Linkai Yu, Senior Application Development Manager, discusses his experience with enterprise applications that fail after being deployed in production and how Premier Developer works with customers to resolve and prevent these types of issues.
Even though Applications Go Through Rigorous Tests
It’s true that most applications go through rigorous QA testing before being deployed into a production data center. Despite rigorous load and performance testing, a lack of representative data or failure to accurately reproduce real user behavior can lead to oversights and result in major production issues.
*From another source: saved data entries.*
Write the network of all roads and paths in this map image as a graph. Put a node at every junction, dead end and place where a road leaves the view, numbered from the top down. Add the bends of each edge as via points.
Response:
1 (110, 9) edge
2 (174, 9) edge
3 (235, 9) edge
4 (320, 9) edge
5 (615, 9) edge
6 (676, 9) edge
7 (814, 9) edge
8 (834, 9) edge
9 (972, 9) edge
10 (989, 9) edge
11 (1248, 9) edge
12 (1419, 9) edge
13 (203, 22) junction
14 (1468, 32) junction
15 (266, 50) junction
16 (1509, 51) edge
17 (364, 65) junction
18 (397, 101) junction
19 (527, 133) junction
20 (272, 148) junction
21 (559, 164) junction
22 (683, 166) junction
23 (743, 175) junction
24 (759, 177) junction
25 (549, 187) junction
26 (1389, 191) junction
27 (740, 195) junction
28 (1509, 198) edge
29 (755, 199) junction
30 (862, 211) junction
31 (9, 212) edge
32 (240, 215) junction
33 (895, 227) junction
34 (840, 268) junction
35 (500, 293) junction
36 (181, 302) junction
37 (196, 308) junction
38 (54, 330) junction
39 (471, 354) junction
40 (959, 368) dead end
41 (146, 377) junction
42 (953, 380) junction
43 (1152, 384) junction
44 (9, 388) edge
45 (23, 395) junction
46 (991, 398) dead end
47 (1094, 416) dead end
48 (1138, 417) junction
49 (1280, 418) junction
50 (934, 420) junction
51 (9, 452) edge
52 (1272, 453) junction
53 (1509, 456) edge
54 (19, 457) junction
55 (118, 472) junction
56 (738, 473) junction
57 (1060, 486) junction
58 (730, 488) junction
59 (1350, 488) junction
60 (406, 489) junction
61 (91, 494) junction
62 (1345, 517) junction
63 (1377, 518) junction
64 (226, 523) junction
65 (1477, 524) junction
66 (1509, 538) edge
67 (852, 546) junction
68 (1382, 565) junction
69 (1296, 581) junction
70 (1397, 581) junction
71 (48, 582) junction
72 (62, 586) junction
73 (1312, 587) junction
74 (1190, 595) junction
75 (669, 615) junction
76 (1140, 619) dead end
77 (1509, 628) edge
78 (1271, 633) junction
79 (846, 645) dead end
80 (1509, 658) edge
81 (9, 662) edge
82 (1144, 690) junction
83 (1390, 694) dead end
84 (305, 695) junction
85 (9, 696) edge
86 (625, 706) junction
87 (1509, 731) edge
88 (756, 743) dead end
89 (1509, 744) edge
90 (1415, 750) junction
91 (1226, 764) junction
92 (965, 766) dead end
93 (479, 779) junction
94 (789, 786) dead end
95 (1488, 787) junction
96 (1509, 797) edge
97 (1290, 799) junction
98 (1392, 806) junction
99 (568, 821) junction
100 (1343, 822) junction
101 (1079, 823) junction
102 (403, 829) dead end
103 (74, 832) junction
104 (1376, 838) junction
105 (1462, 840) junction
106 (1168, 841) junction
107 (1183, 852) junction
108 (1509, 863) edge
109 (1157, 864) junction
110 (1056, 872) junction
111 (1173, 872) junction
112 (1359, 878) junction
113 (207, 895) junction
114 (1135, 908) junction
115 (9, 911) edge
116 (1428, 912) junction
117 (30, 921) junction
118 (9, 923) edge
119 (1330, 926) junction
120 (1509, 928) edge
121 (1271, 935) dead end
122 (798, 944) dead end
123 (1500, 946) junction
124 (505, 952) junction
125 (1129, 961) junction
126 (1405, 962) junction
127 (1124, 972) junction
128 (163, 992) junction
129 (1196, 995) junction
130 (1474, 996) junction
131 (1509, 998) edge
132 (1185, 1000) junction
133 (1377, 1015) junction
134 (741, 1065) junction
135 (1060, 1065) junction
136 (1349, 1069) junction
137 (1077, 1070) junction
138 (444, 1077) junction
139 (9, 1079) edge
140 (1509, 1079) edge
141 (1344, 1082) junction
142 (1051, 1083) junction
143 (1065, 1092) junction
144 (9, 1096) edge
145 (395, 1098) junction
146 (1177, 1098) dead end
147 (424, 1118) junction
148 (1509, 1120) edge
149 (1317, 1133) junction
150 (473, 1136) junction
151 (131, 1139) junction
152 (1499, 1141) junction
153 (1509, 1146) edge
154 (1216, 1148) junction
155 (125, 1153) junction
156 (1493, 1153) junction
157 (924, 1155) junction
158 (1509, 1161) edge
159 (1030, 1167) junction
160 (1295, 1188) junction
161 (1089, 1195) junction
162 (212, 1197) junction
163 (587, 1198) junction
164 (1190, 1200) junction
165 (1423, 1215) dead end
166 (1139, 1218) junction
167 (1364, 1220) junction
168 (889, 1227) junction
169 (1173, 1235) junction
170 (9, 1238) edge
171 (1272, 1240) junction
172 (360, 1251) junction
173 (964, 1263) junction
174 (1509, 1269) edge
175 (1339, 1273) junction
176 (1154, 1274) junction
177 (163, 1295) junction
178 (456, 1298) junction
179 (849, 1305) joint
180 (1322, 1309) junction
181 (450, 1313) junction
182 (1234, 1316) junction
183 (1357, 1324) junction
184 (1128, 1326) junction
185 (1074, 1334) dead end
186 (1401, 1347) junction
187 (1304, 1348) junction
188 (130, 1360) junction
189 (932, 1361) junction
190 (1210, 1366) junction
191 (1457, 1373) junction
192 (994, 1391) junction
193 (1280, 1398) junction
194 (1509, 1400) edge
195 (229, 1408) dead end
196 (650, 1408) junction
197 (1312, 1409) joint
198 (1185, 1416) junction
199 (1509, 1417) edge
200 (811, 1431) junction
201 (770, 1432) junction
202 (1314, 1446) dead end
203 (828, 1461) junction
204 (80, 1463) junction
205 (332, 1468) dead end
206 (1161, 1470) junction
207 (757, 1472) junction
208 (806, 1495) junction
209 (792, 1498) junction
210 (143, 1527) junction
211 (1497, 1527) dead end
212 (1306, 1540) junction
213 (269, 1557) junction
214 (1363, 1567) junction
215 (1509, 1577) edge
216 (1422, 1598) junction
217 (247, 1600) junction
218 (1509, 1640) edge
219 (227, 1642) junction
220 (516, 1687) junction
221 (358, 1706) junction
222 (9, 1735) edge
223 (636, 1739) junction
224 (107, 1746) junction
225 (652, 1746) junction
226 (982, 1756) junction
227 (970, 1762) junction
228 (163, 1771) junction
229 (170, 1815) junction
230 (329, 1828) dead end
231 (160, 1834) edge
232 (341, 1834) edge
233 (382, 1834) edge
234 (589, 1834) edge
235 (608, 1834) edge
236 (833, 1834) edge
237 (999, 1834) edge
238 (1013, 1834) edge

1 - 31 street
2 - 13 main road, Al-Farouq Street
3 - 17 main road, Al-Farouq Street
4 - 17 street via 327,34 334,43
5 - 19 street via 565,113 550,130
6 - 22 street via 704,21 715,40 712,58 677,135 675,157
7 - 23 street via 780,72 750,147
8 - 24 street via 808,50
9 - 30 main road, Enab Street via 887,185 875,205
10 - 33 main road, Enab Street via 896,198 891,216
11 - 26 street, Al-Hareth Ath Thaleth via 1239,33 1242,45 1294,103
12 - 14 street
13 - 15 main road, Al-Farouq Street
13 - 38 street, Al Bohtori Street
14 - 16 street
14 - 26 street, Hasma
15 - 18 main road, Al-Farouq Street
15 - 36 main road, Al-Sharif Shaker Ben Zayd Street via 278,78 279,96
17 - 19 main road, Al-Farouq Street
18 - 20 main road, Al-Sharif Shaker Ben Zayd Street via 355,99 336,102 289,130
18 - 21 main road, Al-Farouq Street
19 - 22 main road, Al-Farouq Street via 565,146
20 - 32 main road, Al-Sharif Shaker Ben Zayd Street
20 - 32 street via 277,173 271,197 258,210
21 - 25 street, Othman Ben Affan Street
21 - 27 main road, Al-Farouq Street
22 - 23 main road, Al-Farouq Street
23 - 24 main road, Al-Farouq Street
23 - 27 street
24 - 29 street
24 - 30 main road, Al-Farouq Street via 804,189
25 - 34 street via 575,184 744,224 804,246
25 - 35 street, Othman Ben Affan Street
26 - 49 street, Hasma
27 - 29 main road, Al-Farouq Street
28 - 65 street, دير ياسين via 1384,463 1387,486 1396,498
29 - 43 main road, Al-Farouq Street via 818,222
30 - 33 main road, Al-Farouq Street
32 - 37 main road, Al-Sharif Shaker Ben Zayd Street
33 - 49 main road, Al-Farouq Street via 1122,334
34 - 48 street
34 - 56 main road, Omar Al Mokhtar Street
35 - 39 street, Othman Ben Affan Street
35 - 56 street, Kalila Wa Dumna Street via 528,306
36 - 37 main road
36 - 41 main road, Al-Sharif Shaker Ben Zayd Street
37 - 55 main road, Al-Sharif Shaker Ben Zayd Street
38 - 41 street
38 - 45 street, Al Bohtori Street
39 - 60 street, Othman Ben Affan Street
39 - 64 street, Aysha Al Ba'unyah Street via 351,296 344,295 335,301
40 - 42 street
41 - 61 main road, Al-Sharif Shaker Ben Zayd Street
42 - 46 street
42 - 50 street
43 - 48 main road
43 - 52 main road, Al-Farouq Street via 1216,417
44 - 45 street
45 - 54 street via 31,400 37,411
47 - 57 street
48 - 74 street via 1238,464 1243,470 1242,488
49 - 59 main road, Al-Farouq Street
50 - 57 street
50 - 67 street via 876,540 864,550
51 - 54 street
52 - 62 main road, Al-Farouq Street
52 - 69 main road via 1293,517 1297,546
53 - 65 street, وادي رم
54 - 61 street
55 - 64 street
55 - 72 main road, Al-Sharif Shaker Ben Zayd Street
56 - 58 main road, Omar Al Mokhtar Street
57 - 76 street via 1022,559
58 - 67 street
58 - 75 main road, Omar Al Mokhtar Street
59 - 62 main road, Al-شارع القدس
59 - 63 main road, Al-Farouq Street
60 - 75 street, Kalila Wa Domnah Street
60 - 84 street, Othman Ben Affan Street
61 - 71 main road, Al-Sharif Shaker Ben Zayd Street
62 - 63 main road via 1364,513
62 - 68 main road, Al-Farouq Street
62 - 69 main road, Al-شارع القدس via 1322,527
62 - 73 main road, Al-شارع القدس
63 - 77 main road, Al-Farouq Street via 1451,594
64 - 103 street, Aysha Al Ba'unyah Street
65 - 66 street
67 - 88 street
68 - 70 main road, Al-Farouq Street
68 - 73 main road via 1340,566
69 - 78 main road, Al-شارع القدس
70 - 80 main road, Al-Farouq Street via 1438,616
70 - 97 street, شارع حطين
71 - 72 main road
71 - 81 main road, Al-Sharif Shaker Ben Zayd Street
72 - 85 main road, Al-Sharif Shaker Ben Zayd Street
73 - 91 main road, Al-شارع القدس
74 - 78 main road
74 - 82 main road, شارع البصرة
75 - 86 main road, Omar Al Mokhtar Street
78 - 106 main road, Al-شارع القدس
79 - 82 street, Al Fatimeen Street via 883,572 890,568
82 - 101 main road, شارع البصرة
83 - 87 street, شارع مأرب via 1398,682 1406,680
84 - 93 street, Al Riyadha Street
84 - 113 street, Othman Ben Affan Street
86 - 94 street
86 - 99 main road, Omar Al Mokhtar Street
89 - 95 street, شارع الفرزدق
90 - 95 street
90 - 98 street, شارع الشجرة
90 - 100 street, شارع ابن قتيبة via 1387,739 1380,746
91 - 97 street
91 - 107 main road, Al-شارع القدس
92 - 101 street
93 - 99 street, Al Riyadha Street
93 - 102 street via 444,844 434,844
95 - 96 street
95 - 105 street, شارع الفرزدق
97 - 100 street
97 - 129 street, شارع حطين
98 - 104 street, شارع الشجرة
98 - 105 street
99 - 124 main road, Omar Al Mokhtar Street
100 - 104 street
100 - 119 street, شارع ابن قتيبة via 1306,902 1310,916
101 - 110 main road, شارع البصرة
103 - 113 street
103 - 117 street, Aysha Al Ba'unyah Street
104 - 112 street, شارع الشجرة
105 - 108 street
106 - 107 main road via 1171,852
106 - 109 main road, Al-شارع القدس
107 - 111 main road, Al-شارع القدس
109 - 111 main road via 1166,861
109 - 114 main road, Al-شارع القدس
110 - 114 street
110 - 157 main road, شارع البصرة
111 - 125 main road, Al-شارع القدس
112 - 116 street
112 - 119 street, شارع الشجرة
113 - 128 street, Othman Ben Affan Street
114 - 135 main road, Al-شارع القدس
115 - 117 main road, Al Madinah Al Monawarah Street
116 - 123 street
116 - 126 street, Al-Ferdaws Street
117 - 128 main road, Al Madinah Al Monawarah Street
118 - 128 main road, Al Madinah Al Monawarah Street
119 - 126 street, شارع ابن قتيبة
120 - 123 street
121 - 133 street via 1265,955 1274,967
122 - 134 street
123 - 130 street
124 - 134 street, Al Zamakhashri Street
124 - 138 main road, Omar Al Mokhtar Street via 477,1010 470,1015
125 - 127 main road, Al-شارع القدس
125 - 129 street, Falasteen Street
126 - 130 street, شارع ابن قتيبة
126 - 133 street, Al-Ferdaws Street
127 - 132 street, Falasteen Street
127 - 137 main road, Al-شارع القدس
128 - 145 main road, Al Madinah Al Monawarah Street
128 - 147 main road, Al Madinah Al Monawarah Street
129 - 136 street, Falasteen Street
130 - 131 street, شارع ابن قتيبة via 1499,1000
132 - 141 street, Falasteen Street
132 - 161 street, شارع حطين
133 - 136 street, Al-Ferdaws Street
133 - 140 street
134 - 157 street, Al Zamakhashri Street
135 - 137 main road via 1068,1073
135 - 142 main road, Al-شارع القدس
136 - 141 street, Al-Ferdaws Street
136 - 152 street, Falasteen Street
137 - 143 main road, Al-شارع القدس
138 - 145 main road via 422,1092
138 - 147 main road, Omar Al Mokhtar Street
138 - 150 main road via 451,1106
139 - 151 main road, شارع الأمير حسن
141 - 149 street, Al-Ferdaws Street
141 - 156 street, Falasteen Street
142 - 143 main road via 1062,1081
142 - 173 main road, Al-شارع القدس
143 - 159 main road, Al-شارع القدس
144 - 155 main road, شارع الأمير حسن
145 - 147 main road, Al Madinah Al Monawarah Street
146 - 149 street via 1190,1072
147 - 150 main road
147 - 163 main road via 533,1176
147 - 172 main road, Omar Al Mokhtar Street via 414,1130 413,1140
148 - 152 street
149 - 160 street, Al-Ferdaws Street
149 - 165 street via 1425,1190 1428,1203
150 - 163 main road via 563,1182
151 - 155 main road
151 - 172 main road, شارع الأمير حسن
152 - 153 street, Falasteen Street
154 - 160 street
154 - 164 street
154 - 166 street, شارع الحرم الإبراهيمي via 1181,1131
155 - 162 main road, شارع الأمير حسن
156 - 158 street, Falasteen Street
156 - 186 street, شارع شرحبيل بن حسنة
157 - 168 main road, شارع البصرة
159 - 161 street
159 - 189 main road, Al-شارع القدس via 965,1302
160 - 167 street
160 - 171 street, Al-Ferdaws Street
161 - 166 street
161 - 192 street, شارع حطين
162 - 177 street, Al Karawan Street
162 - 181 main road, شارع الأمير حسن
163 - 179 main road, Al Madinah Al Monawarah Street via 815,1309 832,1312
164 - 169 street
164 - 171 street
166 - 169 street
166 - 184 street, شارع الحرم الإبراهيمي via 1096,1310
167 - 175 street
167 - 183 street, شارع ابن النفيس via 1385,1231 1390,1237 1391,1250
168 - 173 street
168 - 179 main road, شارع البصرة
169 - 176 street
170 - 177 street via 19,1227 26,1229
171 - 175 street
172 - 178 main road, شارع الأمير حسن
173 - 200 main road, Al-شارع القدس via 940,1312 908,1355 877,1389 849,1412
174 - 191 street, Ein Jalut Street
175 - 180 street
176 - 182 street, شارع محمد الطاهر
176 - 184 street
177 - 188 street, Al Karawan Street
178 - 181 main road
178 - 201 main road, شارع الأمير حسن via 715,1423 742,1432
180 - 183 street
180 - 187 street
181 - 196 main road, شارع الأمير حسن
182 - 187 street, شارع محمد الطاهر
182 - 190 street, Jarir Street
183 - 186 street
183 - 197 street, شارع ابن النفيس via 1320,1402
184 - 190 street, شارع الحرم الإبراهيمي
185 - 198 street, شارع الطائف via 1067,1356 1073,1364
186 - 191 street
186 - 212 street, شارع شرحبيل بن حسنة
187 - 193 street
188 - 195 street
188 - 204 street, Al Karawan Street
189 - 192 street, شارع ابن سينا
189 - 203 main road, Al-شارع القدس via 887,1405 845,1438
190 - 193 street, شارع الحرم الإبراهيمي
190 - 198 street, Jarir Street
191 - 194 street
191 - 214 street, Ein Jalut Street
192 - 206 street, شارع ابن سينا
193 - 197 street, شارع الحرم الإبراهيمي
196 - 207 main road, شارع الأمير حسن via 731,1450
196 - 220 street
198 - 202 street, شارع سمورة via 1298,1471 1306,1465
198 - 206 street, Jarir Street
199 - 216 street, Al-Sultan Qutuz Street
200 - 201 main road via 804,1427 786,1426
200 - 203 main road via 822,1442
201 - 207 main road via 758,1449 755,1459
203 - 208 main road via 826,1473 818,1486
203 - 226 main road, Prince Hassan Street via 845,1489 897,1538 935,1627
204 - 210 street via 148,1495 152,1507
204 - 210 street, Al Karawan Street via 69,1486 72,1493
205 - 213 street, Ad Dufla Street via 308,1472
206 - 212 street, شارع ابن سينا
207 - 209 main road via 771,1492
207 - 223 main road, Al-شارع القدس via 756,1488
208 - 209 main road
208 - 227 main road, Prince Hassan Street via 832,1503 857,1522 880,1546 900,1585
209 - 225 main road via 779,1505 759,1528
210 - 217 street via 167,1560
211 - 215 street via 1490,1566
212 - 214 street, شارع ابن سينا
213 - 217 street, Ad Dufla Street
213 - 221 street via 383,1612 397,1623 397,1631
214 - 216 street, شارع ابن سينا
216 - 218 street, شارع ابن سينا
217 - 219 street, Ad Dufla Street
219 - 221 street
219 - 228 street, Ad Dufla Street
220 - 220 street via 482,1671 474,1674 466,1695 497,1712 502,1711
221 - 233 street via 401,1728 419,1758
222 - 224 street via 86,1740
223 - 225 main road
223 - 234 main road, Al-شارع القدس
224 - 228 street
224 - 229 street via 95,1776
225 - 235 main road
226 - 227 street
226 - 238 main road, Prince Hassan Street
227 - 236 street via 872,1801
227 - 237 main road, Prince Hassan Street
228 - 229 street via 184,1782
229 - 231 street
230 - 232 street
How many times have you run into the situation where a problem happens intermittently in production but QA is never able to reproduce it? There is often tension among teams as to the source of these problems. Developers might blame the IT team for issues with network and platform or the DBA for poorly written queries and slow database server. IT and database teams may deny anything is wrong and blame application developers. Meanwhile, users get tired of repeatedly reporting the problem, the business suffers, and issues never seem to get resolved.
When this kind of operational gridlock happens with integrated production systems, unresolved problems can stack up and make resolutions to even simple issues difficult. It is often hard to know which problem is related (or not related) to other problems. Each attempt to resolve an issue can run the risk of further compromising stability due to complexity and dependencies. If you are unfortunately in this kind of situation, Premier Developer can help you work across teams and environments to isolate and resolve problems.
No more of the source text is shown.